Komm.netz dient jetzt zu lückenloser Überwachung.
Ist Zugangsidentifikation für Offiziere noch intakt?
Benutzen Sie ruhig das Gerät im Schrankkoffer. Stellt
gute Spielzeuge her, Sie können unbeschränkt
darüber verfügen.
Steffi spürte, wie ihr die Knie weich wurden. Das Ding im
Schrank war also ein Fabrikationsgerät, das alles und jedes
herstellen konnte? Ein Füllhorn? Sie zwang sich dazu, einen
Moment Platz zu nehmen und die Augen zu schließen. »Ach,
du Scheiße!«, sagte sie leise. Das eröffnete
unbegrenzte Möglichkeiten. Gleich darauf holte sie tief Luft. Die Zugangsidentifikation für Offiziere. Falls die
Flugpiraten noch an Bord waren und das öffentliche
Kommunikationsnetz in ein Überwachungsraster verwandelt hatten,
mussten sie schon über sie Bescheid wissen. Aber wenn sie das
Schiff tatsächlich geräumt hatten, bestand vielleicht eine
Chance, insbesondere, wenn sie das Identifikationssystem für
Linienoffiziere nicht angetastet hatten.
Steffi schob die linke Hand in die Tasche und holte ihre
Kontrollringe heraus. Während sie einen nach dem anderen
über die Finger streifte, gab sie lautlos die Befehle zur
Aktivierung ihres Interfaces ein. Falls die mich beobachten,
werden sie jeden Moment hier sein, sagte sie sich. Aber nichts
geschah; der Zeitanzeiger rückte in ihr Blickfeld vor, und als
sie an einem der Ringe drehte, erfuhr sie, dass eine neue Mail auf
sie wartete. Doch niemand klopfte an die Kabinentür.
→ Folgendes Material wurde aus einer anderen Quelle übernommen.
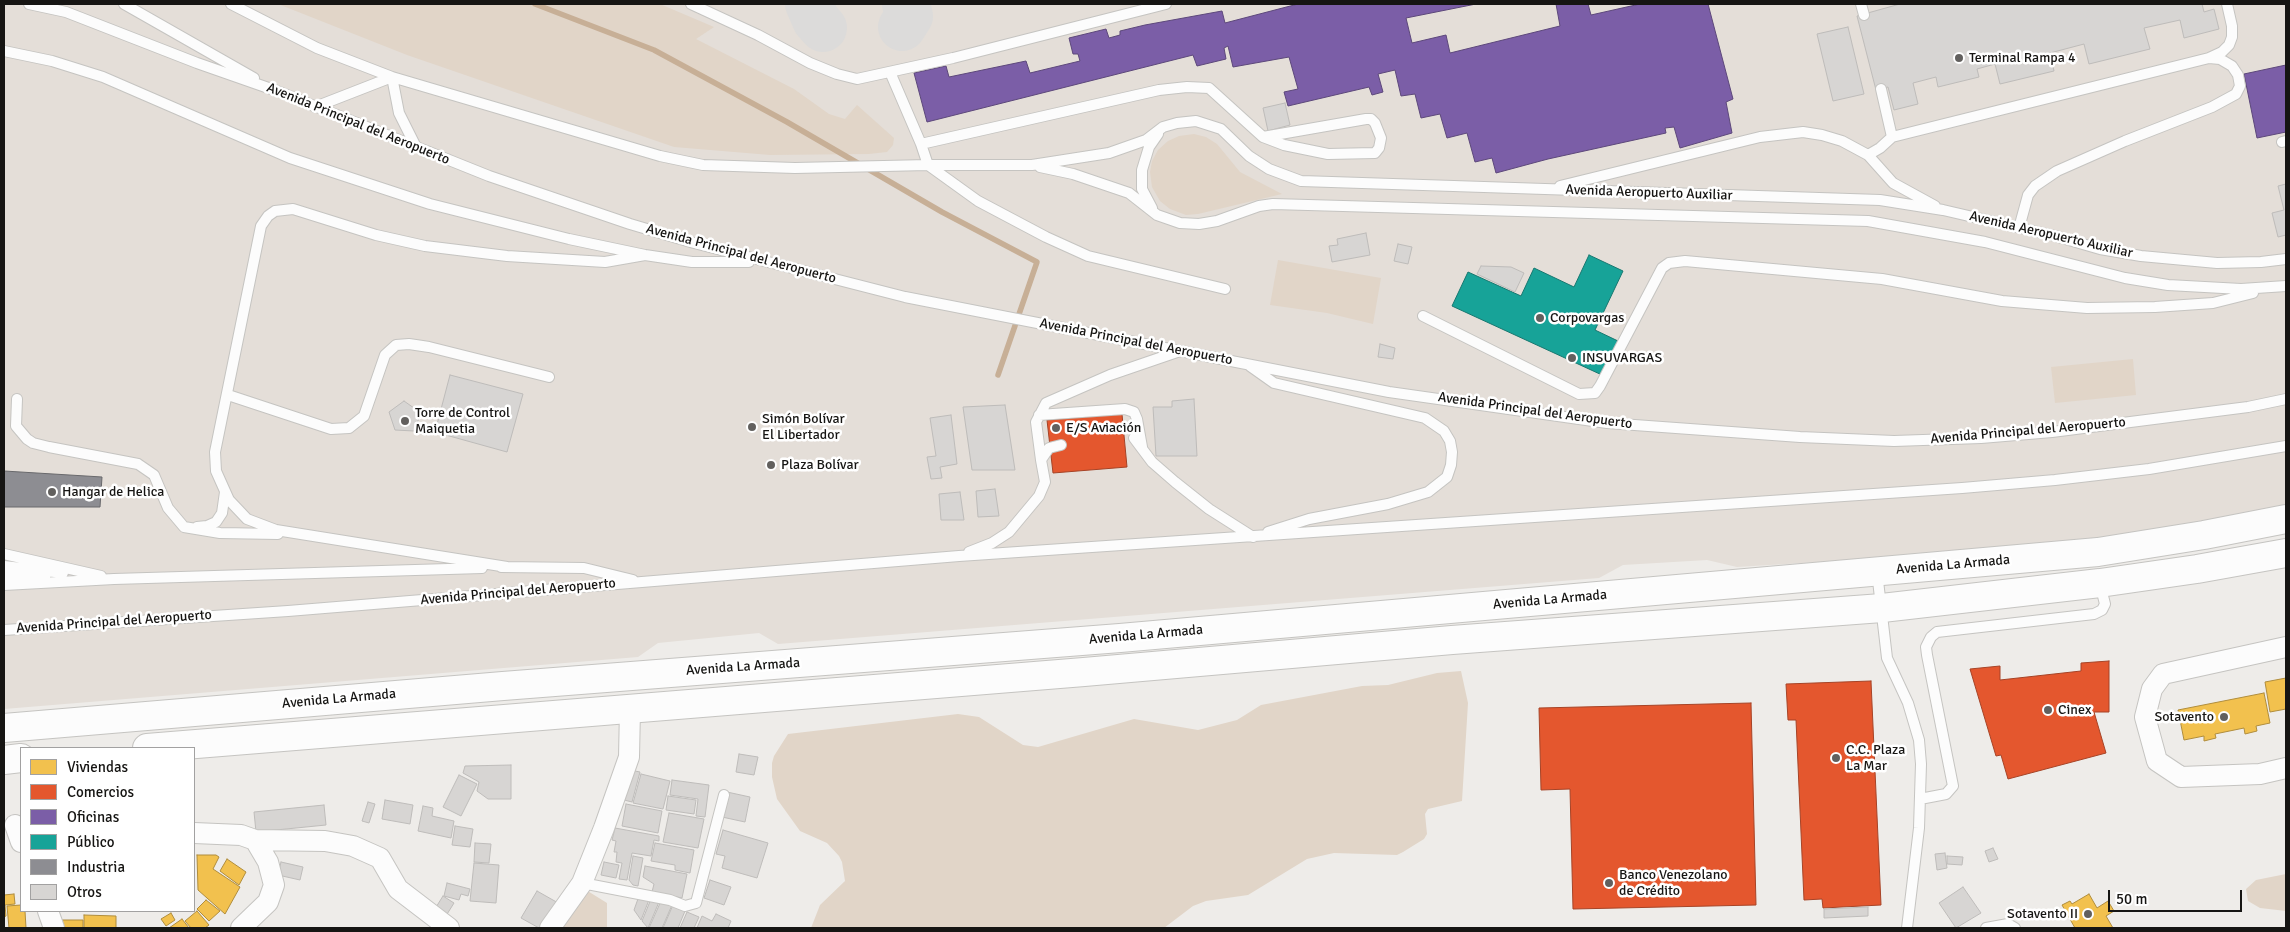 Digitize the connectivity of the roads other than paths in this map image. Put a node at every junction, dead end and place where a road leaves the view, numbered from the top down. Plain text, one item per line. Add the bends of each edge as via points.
1 (29, 4) edge
2 (124, 4) edge
3 (231, 4) edge
4 (691, 4) edge
5 (1166, 4) edge
6 (1861, 4) edge
7 (2227, 4) edge
8 (1864, 15) dead end
9 (4, 51) edge
10 (2209, 58) junction
11 (890, 72) junction
12 (392, 77) junction
13 (1881, 89) dead end
14 (277, 91) junction
15 (315, 107) junction
16 (1162, 128) junction
17 (1263, 137) junction
18 (1892, 138) junction
19 (921, 144) junction
20 (416, 148) junction
21 (1868, 155) junction
22 (928, 165) junction
23 (1032, 165) junction
24 (1546, 189) junction
25 (1943, 210) junction
26 (1157, 215) junction
27 (2019, 228) junction
28 (645, 255) junction
29 (2286, 259) edge
30 (762, 262) junction
31 (2286, 286) edge
32 (2270, 288) junction
33 (1225, 289) dead end
34 (1423, 316) dead end
35 (1181, 351) junction
36 (1245, 363) junction
37 (549, 378) dead end
38 (228, 395) junction
39 (17, 399) dead end
40 (2286, 399) edge
41 (1039, 416) junction
42 (1134, 438) dead end
43 (1061, 445) dead end
44 (2286, 446) edge
45 (1142, 452) junction
46 (1041, 460) junction
47 (225, 492) junction
48 (2286, 519) edge
49 (184, 527) junction
50 (313, 535) junction
51 (1253, 537) junction
52 (2286, 553) edge
53 (4, 554) edge
54 (959, 556) junction
55 (4, 566) edge
56 (507, 567) junction
57 (1877, 572) junction
58 (4, 576) edge
59 (114, 579) junction
60 (643, 582) junction
61 (2100, 583) junction
62 (4, 586) edge
63 (1882, 608) junction
64 (4, 630) edge
65 (2286, 647) edge
66 (630, 709) junction
67 (4, 728) edge
68 (159, 747) edge
69 (20, 758) edge
70 (4, 760) edge
71 (2286, 768) edge
72 (724, 795) dead end
73 (1920, 799) junction
74 (195, 833) edge
75 (255, 840) junction
76 (582, 883) junction
77 (48, 912) edge
78 (54, 928) edge
79 (241, 928) edge
80 (449, 928) edge
81 (550, 928) edge
82 (1907, 928) edge
83 (1986, 928) edge
84 (2016, 928) edge

1 - 14 lane, Avenida Principal del Aeropuerto via 66,12
2 - 14 lane
3 - 12 lane, Avenida Aeropuerto Auxiliar via 317,48
4 - 11 lane via 837,74 857,78
5 - 11 lane
6 - 8 lane
7 - 10 lane via 2232,37 2222,52
9 - 28 lane via 52,61 103,77 290,158 349,178 493,220
10 - 18 lane
10 - 27 lane via 2220,59 2232,66 2240,86 2236,94 2057,171 2028,195
11 - 19 lane
12 - 15 lane
12 - 20 lane via 400,113
12 - 22 lane, Avenida Aeropuerto Auxiliar via 660,156 703,165 795,168
13 - 18 lane
14 - 15 lane, Avenida Principal del Aeropuerto
15 - 20 lane, Avenida Principal del Aeropuerto
16 - 23 lane, Avenida Aeropuerto Auxiliar via 1146,140 1110,152
16 - 24 lane, Avenida Aeropuerto Auxiliar via 1186,121 1207,123 1221,129 1249,156 1269,169 1301,181
16 - 26 lane via 1146,154 1142,180 1145,196
17 - 17 lane via 1371,119 1376,123 1381,138 1375,152 1328,154 1291,147
17 - 19 lane via 1209,88 1187,87 1159,90
18 - 21 lane
19 - 22 lane
20 - 30 lane, Avenida Principal del Aeropuerto via 630,224
21 - 24 lane via 1822,134 1784,133
21 - 25 lane via 1893,183
22 - 23 lane, Avenida Aeropuerto Auxiliar
22 - 33 lane via 978,202 1088,256
23 - 26 lane, Avenida Aeropuerto Auxiliar via 1073,174 1129,193
24 - 25 lane, Avenida Aeropuerto Auxiliar via 1880,200
25 - 27 lane, Avenida Aeropuerto Auxiliar
26 - 32 lane, Avenida Aeropuerto Auxiliar via 1180,223 1199,224 1217,222 1273,204 1868,222 1985,242 2125,278 2168,285
27 - 29 lane, Avenida Aeropuerto Auxiliar via 2100,249 2178,260 2217,263
28 - 30 lane via 692,262
28 - 38 lane via 605,262 507,256 425,246 376,235 293,208 275,211 261,226
30 - 35 lane, Avenida Principal del Aeropuerto via 905,297
31 - 32 lane, Avenida Aeropuerto Auxiliar
32 - 34 lane via 2214,303 2088,308 2002,301 1882,279 1685,261 1669,263 1662,268 1600,386 1595,393 1579,394
35 - 36 lane, Avenida Principal del Aeropuerto
35 - 41 lane via 1110,374 1046,403
36 - 40 lane, Avenida Principal del Aeropuerto via 1389,392 1607,423 1894,441 2052,432
36 - 51 lane via 1274,383 1425,418 1444,431 1452,452 1447,477 1428,492 1388,504 1309,519
37 - 38 lane via 409,344 396,345 385,355 364,416 349,428 331,429
38 - 47 lane via 215,452 216,471
39 - 49 lane via 16,426 27,439 50,447 138,464 154,475 168,508
41 - 45 lane via 1125,409 1134,412 1138,419
41 - 46 lane via 1036,422
42 - 45 lane
43 - 46 lane via 1049,448
44 - 51 lane, Avenida Principal del Aeropuerto via 2149,469 2046,481
45 - 51 lane via 1209,509
46 - 54 lane via 1045,482 1039,496 1009,532 992,543
47 - 49 lane via 222,513 216,522 207,526
47 - 50 lane via 247,519 276,530
48 - 57 main road, Avenida La Armada via 2098,552
49 - 50 lane via 220,532
50 - 56 lane
51 - 54 lane, Avenida Principal del Aeropuerto
52 - 61 main road
53 - 59 lane
54 - 60 lane, Avenida Principal del Aeropuerto
55 - 59 lane
56 - 59 lane
56 - 60 lane via 584,568
57 - 63 lane
57 - 67 main road, Avenida La Armada via 1140,636
58 - 59 lane
59 - 62 lane
60 - 64 lane, Avenida Principal del Aeropuerto
61 - 63 main road
61 - 73 lane via 2105,604 2094,614 1937,632 1930,637 1927,655 1953,786 1946,794
63 - 66 main road via 1452,640
63 - 73 lane via 1887,658 1908,703 1919,740
65 - 71 street via 2163,674 2152,689 2145,717 2158,761 2181,777 2260,774
66 - 68 main road
66 - 76 street via 629,758
69 - 70 main road
72 - 76 lane via 696,903 685,906 670,900
73 - 82 lane via 1920,828
74 - 75 street via 240,835
75 - 79 street via 268,862 274,886 268,902
75 - 80 street via 325,841 353,846 380,858 398,889
76 - 81 street
77 - 78 street
83 - 84 lane via 2008,924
Während sie hastig die Statusmeldungen des Schiffes
durchging, machte sich nach und nach ein leichtes Grinsen auf ihrem
Gesicht breit. Da die Romanow jetzt im Dock lag, waren die
Evakuierungssysteme, Antriebssysteme und Brückensysteme
abgeschaltet und die Versorgungssysteme auf Standby-Modus
eingestellt. »Ihr dachtet wohl, ihr hättet alles niet- und
nagelfest unter Kontrolle, wie? Na, wir werden ja sehen!« Sie
kehrte zum Schrank zurück und beugte sich über die
Schalttafel des Fabrikationsgeräts. »Gib mir ein
Stichwortverzeichnis!«, befahl sie barsch. »Und zeig mir
Waffen. Alle Waffen, die du herstellen kannst…«
boten
Die grundlegenden Betriebssysteme Alt-Neufundlands waren
weitergelaufen, während die Schockfront der Verstrahlung
darüber hinweggefegt war. Die Menschen mochten die Raumstation
verlassen haben, die lebenswichtigen Versorgungssysteme abgestellt
sein, die Algenteiche zerstört, die makroskopischen Pflanzen
abgestorben und selbst die Kakerlaken durch den Strahlungsimpuls von
vielen KiloGray verschmort, aber das viele Megatonnen schwere Rad
drehte sich in der eiskalten Leere weiter und weiter und wartete auf
eine Rückkehr der Menschen, die alles andere als gewiss war.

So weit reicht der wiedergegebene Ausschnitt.